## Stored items
----------------------------------------

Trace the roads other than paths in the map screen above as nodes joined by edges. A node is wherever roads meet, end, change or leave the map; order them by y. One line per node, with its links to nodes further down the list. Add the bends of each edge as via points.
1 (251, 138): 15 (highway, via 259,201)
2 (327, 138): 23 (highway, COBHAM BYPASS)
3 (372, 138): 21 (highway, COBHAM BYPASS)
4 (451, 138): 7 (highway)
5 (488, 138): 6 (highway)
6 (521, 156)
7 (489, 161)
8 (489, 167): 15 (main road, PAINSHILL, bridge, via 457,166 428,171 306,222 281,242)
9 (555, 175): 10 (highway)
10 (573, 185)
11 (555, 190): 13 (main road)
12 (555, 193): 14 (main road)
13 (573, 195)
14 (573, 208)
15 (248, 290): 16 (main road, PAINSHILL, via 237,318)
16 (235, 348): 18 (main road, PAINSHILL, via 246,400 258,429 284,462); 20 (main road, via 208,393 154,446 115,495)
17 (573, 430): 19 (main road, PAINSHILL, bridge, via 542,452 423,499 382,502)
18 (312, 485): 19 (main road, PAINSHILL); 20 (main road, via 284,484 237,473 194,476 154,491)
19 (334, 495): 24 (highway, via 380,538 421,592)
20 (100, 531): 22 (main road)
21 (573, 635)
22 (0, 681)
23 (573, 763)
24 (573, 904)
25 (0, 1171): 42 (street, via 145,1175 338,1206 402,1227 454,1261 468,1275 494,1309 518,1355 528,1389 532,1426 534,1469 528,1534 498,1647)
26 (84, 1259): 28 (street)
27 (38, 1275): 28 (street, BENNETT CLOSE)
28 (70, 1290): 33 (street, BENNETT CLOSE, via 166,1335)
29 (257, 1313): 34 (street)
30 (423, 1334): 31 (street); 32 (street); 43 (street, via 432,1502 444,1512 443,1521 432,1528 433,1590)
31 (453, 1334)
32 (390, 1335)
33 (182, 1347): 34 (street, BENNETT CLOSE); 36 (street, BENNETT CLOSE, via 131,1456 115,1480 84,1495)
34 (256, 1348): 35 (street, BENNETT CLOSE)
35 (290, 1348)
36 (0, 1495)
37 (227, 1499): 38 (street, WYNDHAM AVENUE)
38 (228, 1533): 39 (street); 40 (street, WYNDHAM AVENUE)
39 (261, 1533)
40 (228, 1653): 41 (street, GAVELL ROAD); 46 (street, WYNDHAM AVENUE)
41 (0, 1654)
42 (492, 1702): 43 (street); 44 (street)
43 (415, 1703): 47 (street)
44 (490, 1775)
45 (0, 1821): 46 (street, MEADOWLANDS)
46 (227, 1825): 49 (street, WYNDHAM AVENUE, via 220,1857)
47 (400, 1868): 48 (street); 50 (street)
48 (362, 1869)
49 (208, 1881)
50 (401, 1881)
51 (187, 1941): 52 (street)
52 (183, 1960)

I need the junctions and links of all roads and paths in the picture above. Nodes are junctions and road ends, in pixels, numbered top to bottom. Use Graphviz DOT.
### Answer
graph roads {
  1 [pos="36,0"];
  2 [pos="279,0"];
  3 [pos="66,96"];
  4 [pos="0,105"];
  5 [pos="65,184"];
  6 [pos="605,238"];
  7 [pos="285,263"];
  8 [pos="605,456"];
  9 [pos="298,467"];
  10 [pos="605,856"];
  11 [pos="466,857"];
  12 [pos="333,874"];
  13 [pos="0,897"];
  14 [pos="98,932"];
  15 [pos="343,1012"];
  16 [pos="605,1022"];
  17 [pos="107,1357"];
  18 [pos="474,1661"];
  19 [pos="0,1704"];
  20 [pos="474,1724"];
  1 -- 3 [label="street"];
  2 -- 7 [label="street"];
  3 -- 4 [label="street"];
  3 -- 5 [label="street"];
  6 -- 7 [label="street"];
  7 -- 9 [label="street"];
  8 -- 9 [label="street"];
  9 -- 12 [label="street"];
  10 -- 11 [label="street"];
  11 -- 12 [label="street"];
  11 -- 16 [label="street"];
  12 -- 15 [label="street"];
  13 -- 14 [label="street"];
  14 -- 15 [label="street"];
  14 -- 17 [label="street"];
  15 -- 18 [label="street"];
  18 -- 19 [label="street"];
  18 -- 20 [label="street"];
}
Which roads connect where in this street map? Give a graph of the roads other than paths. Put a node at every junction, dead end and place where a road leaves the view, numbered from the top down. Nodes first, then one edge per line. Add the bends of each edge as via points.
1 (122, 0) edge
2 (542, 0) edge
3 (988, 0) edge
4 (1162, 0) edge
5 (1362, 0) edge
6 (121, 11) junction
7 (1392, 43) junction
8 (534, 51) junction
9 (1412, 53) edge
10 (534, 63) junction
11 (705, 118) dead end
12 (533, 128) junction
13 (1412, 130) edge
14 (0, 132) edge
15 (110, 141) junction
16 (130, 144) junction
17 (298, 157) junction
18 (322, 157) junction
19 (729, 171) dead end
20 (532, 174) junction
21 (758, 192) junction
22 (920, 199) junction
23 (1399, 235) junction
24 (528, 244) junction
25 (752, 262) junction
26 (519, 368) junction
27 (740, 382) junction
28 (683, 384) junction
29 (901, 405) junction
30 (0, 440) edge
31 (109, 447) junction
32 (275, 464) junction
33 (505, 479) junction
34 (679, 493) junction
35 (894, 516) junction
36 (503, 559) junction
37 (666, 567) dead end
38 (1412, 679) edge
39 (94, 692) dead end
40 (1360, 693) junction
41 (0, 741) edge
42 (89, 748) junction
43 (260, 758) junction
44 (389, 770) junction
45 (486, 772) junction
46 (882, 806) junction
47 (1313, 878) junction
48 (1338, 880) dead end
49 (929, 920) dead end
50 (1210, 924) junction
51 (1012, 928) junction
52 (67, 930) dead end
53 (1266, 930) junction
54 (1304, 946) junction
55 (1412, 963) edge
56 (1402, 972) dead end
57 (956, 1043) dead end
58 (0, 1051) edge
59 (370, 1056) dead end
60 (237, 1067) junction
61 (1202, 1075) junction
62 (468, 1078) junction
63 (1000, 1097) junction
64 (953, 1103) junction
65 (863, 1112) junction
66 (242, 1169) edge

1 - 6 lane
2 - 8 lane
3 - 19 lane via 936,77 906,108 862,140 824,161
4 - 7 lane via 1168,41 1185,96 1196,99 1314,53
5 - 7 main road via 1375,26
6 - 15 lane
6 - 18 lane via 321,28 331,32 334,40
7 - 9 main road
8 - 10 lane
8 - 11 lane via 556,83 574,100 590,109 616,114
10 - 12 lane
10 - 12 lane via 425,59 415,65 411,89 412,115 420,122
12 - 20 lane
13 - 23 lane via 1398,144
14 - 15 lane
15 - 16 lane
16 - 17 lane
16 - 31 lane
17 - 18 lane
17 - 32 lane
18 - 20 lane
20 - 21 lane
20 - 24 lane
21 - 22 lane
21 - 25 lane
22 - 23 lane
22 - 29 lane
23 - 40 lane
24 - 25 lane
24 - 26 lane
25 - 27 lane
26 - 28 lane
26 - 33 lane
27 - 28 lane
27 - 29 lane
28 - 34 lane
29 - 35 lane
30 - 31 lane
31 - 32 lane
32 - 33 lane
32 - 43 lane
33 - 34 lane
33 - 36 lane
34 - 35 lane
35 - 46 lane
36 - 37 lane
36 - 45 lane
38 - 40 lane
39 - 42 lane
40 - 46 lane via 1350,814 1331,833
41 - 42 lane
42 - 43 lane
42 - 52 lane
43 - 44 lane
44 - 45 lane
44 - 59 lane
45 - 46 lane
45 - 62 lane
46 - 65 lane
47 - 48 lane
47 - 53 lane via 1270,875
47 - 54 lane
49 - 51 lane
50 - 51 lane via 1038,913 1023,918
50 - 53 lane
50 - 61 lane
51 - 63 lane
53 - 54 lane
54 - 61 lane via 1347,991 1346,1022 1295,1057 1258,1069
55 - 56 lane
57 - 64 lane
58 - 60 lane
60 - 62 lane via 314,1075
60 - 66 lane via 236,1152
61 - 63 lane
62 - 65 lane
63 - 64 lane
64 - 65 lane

----------------------------------------

Filter the records for lines containing the word "WYNDHAM" and copy each one.

## Result of the task
37 (227, 1499): 38 (street, WYNDHAM AVENUE)
38 (228, 1533): 39 (street); 40 (street, WYNDHAM AVENUE)
40 (228, 1653): 41 (street, GAVELL ROAD); 46 (street, WYNDHAM AVENUE)
46 (227, 1825): 49 (street, WYNDHAM AVENUE, via 220,1857)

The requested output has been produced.